# EXERCISE INSTRUCTIONS:
In the records below, repeat exactly the lines between the line holding "pinky pip: (846, 705)" and the line holding "index tip: (326, 89)", inclusive, and drop the pictures.

# THE DATA:
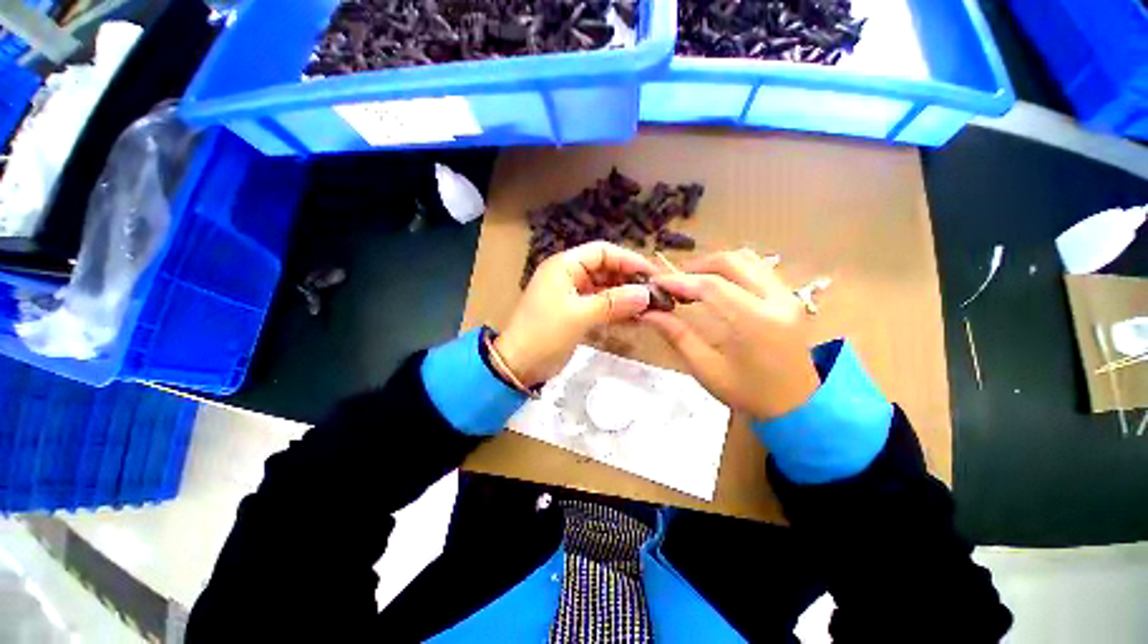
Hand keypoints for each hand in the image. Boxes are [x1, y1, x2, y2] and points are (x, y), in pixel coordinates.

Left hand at [495, 241, 655, 385]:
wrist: (519, 366)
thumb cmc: (544, 334)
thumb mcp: (579, 316)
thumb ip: (613, 303)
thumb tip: (646, 294)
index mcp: (564, 266)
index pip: (602, 252)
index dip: (628, 259)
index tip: (652, 274)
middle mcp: (569, 276)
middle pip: (606, 270)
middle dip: (630, 280)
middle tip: (656, 294)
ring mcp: (573, 295)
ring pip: (606, 289)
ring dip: (626, 297)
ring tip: (651, 307)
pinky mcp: (577, 313)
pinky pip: (602, 306)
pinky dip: (617, 311)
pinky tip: (636, 319)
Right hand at [642, 250, 819, 419]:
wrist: (798, 407)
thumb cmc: (749, 394)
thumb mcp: (706, 369)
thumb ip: (677, 335)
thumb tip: (647, 313)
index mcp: (756, 322)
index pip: (711, 286)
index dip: (679, 281)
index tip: (656, 284)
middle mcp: (777, 300)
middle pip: (732, 262)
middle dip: (697, 266)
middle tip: (674, 283)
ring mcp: (788, 295)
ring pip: (747, 259)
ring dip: (714, 265)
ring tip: (692, 282)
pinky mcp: (790, 297)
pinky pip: (758, 269)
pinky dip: (732, 269)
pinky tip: (716, 285)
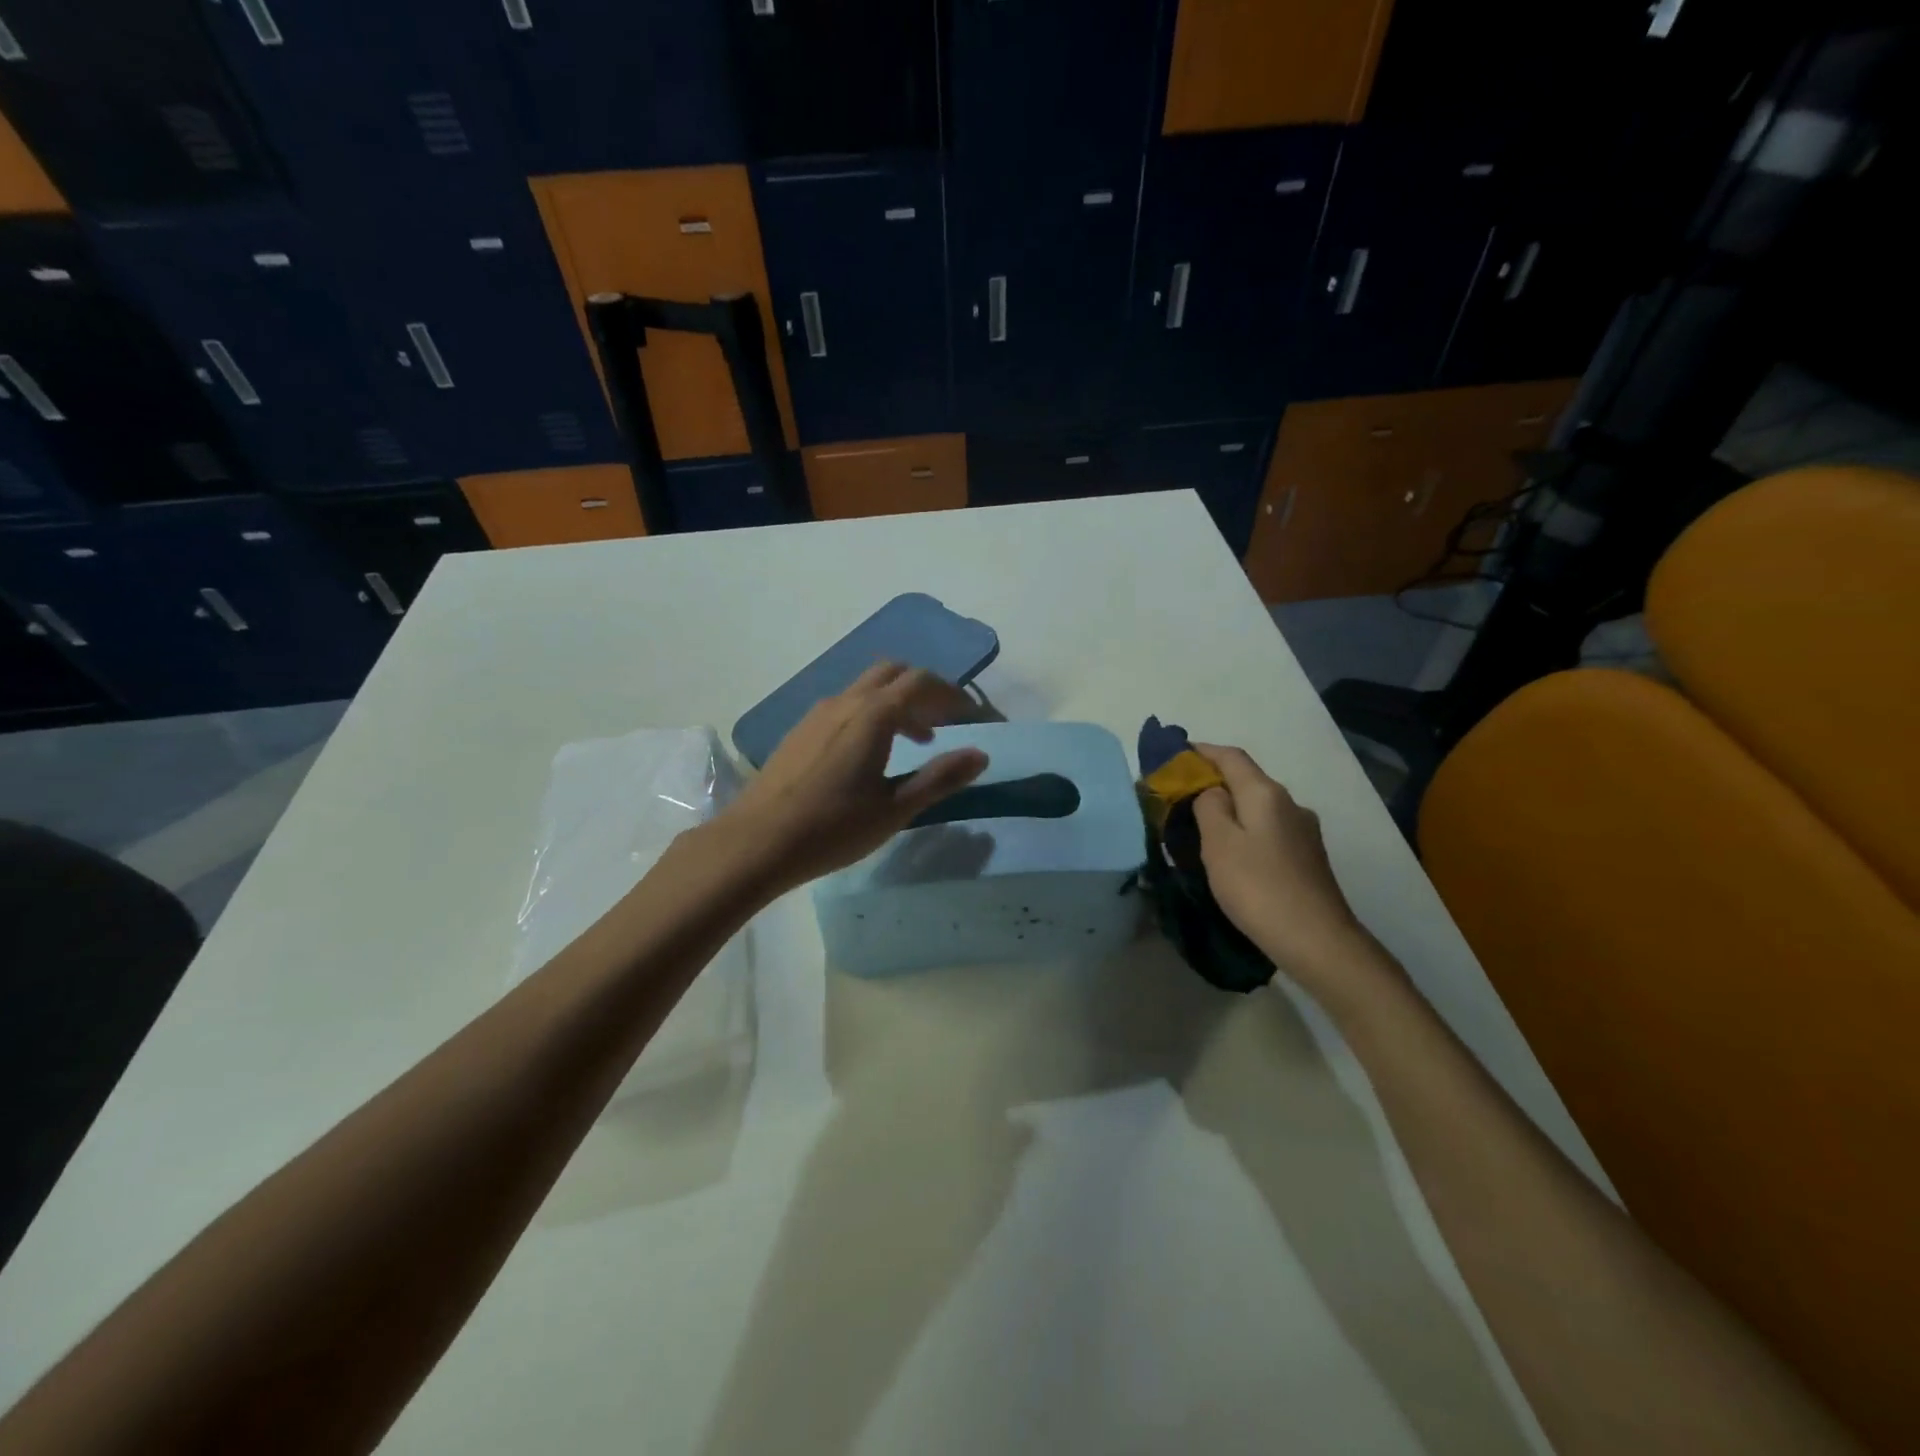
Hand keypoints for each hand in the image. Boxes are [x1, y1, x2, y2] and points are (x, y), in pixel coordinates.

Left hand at [724, 663, 988, 892]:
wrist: (755, 842)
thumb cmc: (833, 828)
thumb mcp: (895, 808)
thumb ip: (940, 778)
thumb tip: (981, 755)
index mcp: (873, 714)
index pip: (922, 682)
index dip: (953, 694)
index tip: (973, 716)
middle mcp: (845, 701)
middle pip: (893, 672)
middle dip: (924, 689)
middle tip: (944, 722)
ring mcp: (817, 713)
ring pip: (866, 688)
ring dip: (897, 702)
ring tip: (915, 741)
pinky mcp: (800, 730)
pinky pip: (846, 705)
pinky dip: (871, 713)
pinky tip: (870, 754)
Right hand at [1190, 743, 1369, 989]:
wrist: (1317, 941)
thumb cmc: (1258, 887)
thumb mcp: (1219, 843)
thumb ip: (1209, 807)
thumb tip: (1213, 792)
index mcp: (1266, 794)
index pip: (1230, 757)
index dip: (1201, 751)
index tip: (1174, 755)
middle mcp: (1289, 805)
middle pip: (1246, 780)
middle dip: (1213, 782)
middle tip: (1178, 796)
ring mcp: (1303, 832)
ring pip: (1257, 808)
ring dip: (1229, 809)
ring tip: (1199, 827)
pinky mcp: (1307, 858)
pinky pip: (1267, 831)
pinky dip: (1244, 831)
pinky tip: (1231, 853)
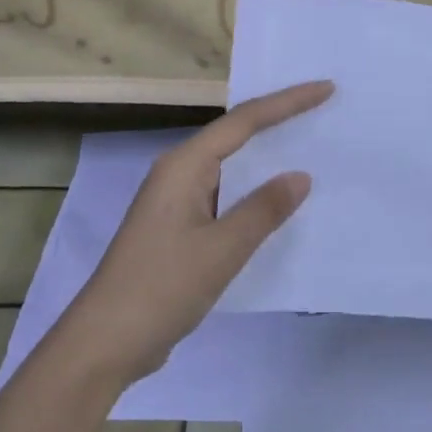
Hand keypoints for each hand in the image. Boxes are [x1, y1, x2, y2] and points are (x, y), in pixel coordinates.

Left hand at [51, 80, 333, 387]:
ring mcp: (176, 201)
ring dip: (267, 159)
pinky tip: (278, 205)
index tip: (326, 89)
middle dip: (279, 122)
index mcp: (184, 166)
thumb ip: (263, 210)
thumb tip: (300, 175)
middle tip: (323, 111)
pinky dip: (254, 194)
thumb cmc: (162, 287)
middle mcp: (178, 173)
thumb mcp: (222, 249)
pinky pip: (225, 197)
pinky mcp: (178, 228)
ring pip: (230, 168)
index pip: (244, 121)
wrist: (106, 342)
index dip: (287, 103)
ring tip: (311, 148)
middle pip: (235, 136)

# RESULT OF THIS EXERCISE:
pinky pip: (846, 705)
pinky dip: (871, 713)
pinky tip: (870, 754)
Right hand at [1190, 743, 1369, 989]:
wrist: (1317, 941)
thumb cmc: (1258, 887)
thumb mcp: (1219, 843)
thumb ip: (1209, 807)
thumb tip: (1213, 792)
index mcp: (1266, 794)
index pip: (1230, 757)
index dip: (1201, 751)
index tip: (1174, 755)
middle mcp: (1289, 805)
middle pip: (1246, 780)
middle dip: (1213, 782)
middle tip: (1178, 796)
ring mcp: (1303, 832)
ring pip: (1257, 808)
ring dip: (1229, 809)
ring tip: (1199, 827)
pinky mcp: (1307, 858)
pinky pip: (1267, 831)
pinky dip: (1244, 831)
pinky tip: (1231, 853)
Hand keypoints for each hand in the image. Boxes are [x1, y1, x2, y2] and points are (x, y), in pixel coordinates.

Left hand at [51, 80, 333, 387]:
ring mcp: (176, 201)
ring dip: (267, 159)
pinky tip: (278, 205)
index tip: (326, 89)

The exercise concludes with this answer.